**** SOURCE DATA

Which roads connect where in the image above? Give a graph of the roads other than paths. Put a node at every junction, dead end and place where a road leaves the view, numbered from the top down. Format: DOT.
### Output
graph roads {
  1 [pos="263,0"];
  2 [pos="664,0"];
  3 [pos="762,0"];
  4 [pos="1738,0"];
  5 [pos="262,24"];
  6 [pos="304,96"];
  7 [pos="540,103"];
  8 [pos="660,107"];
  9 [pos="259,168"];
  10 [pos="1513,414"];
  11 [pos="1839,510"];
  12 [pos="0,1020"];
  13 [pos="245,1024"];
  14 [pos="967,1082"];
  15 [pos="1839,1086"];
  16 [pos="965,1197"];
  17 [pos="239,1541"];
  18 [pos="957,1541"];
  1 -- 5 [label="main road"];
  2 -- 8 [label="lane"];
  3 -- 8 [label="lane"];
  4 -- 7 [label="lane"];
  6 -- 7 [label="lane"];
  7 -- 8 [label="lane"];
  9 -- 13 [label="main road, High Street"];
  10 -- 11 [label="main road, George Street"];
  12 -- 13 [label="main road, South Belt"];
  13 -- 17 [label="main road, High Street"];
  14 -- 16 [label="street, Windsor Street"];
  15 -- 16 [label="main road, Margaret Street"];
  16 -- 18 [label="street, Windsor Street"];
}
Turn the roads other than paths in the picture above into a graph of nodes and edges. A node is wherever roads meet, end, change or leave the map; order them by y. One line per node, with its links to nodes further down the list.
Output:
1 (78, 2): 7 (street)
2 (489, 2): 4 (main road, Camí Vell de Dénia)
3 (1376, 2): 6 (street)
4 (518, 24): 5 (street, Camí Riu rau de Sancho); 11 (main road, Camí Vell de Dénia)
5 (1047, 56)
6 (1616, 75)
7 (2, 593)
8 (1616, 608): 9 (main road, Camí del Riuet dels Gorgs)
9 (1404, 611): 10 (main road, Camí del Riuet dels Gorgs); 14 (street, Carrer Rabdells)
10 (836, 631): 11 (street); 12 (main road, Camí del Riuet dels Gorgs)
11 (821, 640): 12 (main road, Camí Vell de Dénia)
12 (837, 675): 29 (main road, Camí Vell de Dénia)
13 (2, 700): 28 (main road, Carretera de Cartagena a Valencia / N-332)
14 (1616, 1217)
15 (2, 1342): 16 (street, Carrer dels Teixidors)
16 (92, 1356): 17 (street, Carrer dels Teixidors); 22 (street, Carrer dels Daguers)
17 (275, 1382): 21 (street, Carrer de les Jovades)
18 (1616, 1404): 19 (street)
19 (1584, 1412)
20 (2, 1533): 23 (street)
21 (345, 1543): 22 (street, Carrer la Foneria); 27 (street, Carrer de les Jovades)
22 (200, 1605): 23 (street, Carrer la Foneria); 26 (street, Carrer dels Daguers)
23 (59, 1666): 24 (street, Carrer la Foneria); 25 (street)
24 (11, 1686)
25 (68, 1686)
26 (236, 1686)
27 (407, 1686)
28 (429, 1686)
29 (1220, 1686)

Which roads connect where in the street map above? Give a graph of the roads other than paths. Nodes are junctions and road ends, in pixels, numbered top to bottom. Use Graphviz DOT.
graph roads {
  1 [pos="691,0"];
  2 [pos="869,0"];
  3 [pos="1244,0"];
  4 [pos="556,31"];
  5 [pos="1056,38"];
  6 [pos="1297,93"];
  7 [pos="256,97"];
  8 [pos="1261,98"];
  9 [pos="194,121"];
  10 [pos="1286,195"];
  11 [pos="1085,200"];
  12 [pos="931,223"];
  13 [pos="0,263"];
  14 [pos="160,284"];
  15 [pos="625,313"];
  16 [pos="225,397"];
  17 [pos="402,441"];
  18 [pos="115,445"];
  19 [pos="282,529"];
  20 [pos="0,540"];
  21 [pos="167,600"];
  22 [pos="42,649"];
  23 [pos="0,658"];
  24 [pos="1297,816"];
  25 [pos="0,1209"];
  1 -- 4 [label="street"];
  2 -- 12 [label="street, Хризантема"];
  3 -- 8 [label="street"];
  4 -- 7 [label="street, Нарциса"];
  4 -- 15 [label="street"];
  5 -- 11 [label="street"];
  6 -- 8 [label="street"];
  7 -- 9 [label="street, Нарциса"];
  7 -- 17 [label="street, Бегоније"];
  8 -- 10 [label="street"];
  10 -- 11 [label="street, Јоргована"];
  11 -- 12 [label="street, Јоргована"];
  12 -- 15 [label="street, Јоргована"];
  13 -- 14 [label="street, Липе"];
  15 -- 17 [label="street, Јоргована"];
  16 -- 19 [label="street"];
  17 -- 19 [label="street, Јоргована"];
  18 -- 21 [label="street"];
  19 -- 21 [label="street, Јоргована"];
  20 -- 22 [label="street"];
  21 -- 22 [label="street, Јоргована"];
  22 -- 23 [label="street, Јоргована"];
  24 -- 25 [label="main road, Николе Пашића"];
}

********

**PROBLEM DESCRIPTION**
Your reply should be a single number: the count of lines above that contain the word "Jovades".

**EXERCISE RESPONSE**
2